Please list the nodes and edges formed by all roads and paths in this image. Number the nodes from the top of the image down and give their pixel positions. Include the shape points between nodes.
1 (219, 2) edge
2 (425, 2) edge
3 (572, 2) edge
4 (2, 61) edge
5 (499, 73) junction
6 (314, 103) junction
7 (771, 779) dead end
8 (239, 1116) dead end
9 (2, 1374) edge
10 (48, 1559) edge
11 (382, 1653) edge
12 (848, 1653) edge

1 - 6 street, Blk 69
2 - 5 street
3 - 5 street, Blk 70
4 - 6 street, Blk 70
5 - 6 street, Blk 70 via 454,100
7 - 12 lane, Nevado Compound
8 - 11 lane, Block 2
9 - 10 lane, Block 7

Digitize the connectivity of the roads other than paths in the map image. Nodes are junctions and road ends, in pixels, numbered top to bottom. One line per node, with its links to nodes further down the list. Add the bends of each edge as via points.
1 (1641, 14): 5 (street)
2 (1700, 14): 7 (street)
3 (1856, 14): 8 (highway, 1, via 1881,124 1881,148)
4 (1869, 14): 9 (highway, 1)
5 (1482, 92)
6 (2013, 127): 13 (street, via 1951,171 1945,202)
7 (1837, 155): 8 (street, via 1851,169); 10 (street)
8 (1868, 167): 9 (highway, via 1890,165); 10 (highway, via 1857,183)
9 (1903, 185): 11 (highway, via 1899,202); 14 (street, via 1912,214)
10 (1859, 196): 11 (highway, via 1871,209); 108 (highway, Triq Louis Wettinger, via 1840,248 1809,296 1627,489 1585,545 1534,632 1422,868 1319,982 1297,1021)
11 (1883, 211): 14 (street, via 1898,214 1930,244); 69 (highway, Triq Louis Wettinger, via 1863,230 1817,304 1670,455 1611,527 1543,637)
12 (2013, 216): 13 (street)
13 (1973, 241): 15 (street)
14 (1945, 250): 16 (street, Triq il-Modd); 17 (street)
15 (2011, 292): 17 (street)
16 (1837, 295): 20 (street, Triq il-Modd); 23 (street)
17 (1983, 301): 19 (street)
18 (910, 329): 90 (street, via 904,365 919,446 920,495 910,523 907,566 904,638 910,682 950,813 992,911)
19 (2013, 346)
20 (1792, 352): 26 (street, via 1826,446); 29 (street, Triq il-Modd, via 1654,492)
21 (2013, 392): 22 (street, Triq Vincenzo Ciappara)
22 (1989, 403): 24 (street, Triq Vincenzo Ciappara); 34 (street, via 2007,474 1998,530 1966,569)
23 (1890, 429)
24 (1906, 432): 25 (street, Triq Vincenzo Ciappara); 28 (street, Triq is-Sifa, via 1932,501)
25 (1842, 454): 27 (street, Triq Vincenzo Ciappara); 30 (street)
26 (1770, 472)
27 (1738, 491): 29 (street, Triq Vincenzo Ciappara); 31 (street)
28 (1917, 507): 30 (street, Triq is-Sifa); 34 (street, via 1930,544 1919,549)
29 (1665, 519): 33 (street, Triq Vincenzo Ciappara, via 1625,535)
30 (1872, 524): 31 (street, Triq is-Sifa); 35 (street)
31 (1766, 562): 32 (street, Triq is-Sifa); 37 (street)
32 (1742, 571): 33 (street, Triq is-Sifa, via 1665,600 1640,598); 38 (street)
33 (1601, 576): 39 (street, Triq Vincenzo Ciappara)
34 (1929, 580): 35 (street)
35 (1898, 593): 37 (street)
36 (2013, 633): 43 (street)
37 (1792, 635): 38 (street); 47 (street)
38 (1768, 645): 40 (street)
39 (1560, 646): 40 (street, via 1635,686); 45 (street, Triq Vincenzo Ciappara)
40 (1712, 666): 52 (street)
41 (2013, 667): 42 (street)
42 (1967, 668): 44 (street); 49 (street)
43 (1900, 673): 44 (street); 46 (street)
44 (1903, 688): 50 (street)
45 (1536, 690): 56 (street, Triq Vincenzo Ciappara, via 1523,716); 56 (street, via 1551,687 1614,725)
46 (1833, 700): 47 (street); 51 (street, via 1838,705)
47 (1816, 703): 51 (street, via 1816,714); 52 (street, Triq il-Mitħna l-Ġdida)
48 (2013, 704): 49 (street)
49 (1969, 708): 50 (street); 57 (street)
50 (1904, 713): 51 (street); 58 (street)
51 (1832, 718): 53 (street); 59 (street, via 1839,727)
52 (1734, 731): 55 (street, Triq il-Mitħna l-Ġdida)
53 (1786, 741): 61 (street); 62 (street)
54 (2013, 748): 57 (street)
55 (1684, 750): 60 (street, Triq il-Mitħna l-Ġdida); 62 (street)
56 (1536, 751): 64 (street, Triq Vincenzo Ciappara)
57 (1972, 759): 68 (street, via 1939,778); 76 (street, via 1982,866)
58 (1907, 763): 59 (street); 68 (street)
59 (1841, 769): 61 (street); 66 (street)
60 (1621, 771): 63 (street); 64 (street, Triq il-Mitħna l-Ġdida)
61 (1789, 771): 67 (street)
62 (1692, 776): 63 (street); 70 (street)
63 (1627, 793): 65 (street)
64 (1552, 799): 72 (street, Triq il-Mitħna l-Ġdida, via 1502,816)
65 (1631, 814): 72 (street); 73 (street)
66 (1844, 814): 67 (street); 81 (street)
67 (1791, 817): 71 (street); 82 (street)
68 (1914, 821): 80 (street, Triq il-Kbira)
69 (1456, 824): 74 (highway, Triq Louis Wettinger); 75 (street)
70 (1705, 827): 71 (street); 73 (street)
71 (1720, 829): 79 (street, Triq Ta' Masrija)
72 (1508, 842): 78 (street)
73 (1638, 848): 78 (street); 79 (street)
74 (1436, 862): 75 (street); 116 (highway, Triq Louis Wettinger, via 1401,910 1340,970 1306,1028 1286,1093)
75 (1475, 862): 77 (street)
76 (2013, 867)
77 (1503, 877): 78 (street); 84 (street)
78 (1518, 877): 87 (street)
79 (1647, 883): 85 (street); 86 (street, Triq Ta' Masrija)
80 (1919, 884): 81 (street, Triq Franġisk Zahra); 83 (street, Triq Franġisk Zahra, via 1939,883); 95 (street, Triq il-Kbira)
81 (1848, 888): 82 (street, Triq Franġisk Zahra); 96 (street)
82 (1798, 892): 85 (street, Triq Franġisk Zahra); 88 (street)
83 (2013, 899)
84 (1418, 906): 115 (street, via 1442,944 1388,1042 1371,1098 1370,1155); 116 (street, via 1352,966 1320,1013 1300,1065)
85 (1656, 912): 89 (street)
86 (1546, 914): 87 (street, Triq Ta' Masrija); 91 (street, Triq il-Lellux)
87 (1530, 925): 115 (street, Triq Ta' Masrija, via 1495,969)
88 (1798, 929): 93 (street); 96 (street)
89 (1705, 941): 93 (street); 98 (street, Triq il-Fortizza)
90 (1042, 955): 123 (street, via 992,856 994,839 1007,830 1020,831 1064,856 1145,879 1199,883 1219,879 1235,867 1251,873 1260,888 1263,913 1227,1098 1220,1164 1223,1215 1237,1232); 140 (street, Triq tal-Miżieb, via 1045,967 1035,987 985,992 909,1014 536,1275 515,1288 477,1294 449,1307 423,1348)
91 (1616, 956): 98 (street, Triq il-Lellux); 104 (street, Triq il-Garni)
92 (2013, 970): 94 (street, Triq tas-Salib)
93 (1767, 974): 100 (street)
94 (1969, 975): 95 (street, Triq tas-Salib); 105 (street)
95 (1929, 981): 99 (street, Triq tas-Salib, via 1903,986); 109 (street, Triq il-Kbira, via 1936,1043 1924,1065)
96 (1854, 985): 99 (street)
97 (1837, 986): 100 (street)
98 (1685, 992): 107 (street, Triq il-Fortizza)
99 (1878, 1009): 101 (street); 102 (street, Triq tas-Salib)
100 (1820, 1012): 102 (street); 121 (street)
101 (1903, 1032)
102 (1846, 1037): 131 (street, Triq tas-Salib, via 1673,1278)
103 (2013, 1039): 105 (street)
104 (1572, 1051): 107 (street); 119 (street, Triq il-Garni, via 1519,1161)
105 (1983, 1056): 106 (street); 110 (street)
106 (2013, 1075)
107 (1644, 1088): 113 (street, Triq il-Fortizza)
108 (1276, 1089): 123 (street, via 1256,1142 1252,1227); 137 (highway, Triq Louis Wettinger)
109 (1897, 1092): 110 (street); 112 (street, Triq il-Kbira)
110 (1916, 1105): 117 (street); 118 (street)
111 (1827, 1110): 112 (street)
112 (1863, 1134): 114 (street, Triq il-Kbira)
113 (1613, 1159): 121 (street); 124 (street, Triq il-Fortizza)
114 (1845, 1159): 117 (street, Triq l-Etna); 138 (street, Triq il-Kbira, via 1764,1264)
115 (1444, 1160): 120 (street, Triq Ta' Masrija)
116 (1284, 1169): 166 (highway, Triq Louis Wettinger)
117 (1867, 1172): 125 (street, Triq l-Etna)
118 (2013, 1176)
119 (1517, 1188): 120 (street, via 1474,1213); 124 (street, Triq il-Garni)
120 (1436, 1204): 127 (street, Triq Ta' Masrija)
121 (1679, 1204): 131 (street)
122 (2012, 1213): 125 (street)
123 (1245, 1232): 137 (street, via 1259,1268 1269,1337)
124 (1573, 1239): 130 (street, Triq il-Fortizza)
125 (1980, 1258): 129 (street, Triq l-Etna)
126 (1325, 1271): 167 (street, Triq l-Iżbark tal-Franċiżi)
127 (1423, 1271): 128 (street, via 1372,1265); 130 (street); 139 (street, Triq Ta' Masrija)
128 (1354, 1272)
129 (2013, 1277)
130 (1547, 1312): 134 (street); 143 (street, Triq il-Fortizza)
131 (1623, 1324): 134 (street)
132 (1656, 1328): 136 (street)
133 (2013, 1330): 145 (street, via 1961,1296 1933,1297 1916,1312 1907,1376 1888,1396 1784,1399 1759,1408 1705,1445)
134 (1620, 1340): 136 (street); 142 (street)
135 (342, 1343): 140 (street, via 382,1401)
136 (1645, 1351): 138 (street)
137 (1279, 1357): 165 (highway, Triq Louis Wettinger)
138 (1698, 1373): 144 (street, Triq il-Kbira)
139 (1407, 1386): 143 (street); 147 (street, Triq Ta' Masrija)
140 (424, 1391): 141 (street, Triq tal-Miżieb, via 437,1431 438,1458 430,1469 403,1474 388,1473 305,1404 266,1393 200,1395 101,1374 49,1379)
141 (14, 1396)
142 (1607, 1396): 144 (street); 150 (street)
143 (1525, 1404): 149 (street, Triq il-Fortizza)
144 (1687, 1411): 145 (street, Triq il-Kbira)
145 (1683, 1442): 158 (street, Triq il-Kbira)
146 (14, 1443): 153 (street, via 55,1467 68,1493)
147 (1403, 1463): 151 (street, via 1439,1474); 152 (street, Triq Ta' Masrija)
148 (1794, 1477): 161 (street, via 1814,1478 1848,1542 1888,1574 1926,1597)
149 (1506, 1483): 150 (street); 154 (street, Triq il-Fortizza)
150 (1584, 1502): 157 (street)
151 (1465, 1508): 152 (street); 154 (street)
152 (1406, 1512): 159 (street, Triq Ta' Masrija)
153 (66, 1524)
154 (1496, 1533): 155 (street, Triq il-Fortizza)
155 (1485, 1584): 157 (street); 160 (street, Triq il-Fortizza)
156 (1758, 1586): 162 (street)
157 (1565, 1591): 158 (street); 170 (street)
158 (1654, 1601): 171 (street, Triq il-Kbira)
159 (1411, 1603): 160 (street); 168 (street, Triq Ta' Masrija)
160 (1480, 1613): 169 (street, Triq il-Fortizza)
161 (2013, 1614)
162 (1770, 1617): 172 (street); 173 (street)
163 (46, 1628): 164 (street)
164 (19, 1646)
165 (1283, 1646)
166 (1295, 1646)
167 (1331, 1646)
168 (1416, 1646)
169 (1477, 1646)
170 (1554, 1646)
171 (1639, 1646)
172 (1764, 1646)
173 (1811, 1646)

+ + + + +

#### [Exercise details]
Read through the data above. Report each line that has the word "Ciappara".

#### [Solution to the exercise]
21 (2013, 392): 22 (street, Triq Vincenzo Ciappara)
22 (1989, 403): 24 (street, Triq Vincenzo Ciappara); 34 (street, via 2007,474 1998,530 1966,569)
24 (1906, 432): 25 (street, Triq Vincenzo Ciappara); 28 (street, Triq is-Sifa, via 1932,501)
25 (1842, 454): 27 (street, Triq Vincenzo Ciappara); 30 (street)
27 (1738, 491): 29 (street, Triq Vincenzo Ciappara); 31 (street)
29 (1665, 519): 33 (street, Triq Vincenzo Ciappara, via 1625,535)
33 (1601, 576): 39 (street, Triq Vincenzo Ciappara)
39 (1560, 646): 40 (street, via 1635,686); 45 (street, Triq Vincenzo Ciappara)
45 (1536, 690): 56 (street, Triq Vincenzo Ciappara, via 1523,716); 56 (street, via 1551,687 1614,725)
56 (1536, 751): 64 (street, Triq Vincenzo Ciappara)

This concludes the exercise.